The performance of logistics networks has made a considerable leap in recent decades. With a development capacity and degree of competition that leave little influence to public corrective actions, it is engendering increasing environmental and societal damage.
To avoid the impasse between sustained demand and unsustainable impacts, this work, which is underpinned by a novel stream of research (both in Europe and North America), puts forward a new concept for the global organization of logistics networks : the Physical Internet. Like the Digital Internet that conveys data, the concept is to connect and synchronize all logistics networks to create a collaborative and robust physical network of networks, capable of continually optimizing the shipment of "encapsulated" goods of many types and sizes :
In compliance with customer requirements : lead time, security and insurance, controlled temperature...
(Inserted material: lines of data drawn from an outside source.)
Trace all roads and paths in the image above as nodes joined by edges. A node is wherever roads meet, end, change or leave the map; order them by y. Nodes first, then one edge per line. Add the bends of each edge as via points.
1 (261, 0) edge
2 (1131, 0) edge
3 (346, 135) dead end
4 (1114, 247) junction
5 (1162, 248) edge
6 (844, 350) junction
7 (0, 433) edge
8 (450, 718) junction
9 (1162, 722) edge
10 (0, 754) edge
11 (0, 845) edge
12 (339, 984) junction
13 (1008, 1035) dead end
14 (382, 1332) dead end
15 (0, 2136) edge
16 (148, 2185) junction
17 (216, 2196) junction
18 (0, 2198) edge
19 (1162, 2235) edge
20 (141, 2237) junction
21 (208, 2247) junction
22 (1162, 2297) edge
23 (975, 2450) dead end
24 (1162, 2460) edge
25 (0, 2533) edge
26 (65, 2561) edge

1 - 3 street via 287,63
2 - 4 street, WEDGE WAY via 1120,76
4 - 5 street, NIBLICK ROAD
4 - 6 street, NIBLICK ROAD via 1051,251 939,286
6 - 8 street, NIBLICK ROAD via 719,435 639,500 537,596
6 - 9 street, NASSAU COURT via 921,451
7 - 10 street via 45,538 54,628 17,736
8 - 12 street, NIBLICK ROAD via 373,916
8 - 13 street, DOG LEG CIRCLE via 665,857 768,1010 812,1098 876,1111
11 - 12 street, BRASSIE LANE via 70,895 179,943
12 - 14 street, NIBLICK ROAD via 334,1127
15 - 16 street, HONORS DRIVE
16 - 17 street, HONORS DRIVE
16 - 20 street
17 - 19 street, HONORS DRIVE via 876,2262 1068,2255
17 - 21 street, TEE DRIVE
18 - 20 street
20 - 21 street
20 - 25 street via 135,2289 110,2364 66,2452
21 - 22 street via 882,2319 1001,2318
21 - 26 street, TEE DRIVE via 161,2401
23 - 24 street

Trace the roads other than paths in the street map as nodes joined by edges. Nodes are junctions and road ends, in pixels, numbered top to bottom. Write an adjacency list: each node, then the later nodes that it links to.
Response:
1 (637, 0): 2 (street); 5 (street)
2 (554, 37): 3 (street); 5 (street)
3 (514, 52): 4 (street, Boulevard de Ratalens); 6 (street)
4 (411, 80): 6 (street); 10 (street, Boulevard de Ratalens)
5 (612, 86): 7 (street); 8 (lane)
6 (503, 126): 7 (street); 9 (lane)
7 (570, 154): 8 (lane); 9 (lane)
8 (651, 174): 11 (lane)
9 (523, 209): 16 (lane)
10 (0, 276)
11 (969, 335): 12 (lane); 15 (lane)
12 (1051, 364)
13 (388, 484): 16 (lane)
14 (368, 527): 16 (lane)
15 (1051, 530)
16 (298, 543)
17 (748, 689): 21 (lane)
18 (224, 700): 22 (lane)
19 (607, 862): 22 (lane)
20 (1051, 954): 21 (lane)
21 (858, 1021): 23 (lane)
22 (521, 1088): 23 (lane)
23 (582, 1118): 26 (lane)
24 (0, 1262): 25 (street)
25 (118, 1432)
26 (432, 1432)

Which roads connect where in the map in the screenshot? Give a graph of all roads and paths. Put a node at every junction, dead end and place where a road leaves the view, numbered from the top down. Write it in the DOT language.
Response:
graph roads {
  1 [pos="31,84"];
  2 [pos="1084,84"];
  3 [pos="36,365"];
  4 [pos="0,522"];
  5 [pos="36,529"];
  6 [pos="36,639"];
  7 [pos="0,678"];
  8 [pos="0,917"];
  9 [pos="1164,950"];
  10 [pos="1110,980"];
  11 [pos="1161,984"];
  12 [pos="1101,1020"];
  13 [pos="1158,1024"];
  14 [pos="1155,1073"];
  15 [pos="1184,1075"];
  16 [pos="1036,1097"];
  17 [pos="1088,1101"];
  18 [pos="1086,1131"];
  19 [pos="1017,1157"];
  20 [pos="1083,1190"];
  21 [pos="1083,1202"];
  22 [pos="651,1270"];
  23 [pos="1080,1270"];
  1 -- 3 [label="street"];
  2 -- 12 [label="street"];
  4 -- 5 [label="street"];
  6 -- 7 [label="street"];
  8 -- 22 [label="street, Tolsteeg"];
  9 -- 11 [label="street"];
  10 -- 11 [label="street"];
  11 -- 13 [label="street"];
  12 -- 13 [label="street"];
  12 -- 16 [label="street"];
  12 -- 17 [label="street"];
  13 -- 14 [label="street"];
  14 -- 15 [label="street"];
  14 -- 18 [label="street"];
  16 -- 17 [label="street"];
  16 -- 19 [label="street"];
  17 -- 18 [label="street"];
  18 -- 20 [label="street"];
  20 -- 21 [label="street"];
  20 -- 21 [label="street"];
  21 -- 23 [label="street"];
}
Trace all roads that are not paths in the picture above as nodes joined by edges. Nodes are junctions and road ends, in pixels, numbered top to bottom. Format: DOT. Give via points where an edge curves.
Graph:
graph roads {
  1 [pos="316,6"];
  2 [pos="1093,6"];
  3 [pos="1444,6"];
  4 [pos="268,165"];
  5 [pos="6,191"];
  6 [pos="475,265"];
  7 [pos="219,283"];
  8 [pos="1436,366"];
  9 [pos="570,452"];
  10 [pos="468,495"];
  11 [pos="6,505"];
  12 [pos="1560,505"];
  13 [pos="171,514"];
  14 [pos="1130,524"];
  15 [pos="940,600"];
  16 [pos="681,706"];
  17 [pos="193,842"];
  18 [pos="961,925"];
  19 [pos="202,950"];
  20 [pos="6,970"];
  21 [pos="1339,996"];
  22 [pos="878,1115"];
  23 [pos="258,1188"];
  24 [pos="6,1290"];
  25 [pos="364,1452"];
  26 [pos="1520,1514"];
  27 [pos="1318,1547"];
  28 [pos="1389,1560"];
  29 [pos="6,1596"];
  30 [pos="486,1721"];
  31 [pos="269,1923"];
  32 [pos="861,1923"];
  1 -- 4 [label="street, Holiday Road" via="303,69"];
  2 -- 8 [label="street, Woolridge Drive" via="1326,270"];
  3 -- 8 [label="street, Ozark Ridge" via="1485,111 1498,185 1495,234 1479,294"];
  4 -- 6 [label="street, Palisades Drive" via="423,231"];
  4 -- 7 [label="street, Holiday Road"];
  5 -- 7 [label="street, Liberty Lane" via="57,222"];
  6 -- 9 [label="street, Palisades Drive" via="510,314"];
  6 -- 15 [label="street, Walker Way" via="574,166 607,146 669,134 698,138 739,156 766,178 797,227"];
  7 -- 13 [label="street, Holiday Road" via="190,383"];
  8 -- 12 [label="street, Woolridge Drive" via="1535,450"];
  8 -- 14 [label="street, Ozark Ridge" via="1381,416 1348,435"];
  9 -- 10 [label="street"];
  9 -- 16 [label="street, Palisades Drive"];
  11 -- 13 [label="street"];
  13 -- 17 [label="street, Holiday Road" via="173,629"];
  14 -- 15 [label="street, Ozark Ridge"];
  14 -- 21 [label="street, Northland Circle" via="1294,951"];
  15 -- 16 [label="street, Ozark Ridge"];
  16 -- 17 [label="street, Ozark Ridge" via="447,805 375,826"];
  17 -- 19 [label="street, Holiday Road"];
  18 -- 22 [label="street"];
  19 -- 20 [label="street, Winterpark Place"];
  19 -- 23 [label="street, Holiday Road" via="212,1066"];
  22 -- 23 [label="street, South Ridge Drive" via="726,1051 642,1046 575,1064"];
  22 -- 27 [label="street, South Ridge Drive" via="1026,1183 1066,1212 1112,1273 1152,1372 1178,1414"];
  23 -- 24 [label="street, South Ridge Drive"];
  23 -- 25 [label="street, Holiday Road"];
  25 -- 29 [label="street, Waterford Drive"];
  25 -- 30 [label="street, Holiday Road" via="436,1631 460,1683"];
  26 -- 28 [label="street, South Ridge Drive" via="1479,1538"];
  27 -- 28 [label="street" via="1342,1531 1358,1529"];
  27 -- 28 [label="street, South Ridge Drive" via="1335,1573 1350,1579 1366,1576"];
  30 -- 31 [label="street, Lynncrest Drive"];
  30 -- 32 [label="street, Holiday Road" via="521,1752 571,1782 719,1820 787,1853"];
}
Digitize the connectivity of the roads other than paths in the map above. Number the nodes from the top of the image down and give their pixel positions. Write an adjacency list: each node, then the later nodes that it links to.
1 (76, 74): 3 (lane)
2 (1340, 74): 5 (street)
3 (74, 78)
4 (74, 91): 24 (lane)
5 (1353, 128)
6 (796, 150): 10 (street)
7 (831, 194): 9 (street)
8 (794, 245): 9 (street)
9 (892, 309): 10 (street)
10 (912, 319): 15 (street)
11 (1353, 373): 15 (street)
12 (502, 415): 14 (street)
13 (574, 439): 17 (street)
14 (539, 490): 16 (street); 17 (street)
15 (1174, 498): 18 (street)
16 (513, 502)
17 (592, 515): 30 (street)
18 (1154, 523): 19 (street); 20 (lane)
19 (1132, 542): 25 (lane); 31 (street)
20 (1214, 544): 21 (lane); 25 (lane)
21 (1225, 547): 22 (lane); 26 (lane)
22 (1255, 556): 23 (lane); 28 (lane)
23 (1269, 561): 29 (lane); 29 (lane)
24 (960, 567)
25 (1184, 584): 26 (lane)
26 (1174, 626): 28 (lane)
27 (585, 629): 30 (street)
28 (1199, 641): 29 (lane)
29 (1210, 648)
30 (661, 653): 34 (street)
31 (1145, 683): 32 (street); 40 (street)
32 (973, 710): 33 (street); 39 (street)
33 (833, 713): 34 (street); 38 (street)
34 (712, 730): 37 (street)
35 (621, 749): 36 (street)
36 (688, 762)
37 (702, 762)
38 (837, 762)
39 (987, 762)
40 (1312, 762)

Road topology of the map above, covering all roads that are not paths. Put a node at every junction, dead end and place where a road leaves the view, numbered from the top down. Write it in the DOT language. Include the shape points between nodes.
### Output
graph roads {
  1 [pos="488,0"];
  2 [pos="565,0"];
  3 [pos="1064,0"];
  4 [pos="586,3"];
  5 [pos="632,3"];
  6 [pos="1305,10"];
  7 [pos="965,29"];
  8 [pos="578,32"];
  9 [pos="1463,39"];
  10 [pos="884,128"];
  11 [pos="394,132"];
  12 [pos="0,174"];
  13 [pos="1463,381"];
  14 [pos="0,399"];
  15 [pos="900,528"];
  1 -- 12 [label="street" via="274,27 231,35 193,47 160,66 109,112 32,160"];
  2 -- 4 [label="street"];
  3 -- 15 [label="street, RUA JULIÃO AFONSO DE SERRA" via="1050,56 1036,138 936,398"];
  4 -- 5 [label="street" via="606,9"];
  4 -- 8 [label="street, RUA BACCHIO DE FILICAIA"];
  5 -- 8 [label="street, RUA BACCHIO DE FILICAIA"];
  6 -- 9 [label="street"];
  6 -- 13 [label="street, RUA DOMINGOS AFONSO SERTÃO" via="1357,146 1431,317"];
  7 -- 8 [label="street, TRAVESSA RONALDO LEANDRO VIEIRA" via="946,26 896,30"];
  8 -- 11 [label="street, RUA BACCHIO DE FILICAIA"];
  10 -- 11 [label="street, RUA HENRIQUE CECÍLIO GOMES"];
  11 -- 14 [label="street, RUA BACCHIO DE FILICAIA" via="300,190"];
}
By optimizing both the operator´s and the customer's economic models ;
By minimizing the environmental footprint ;
By means of routing protocols, interoperability and traceability standards, remuneration rules, compensation mechanisms and new trade configurations.
The book explores the Physical Internet in great detail, showing up its promise and its limitations. The book outlines the essential components, puts forward a framework for specification and analysis, and highlights the dimensions yet to be investigated. Above all, based on illustrative simulations, it confirms the major benefit of the Physical Internet, increasing the cost efficiency of logistics while decreasing its environmental impact - a rare combination.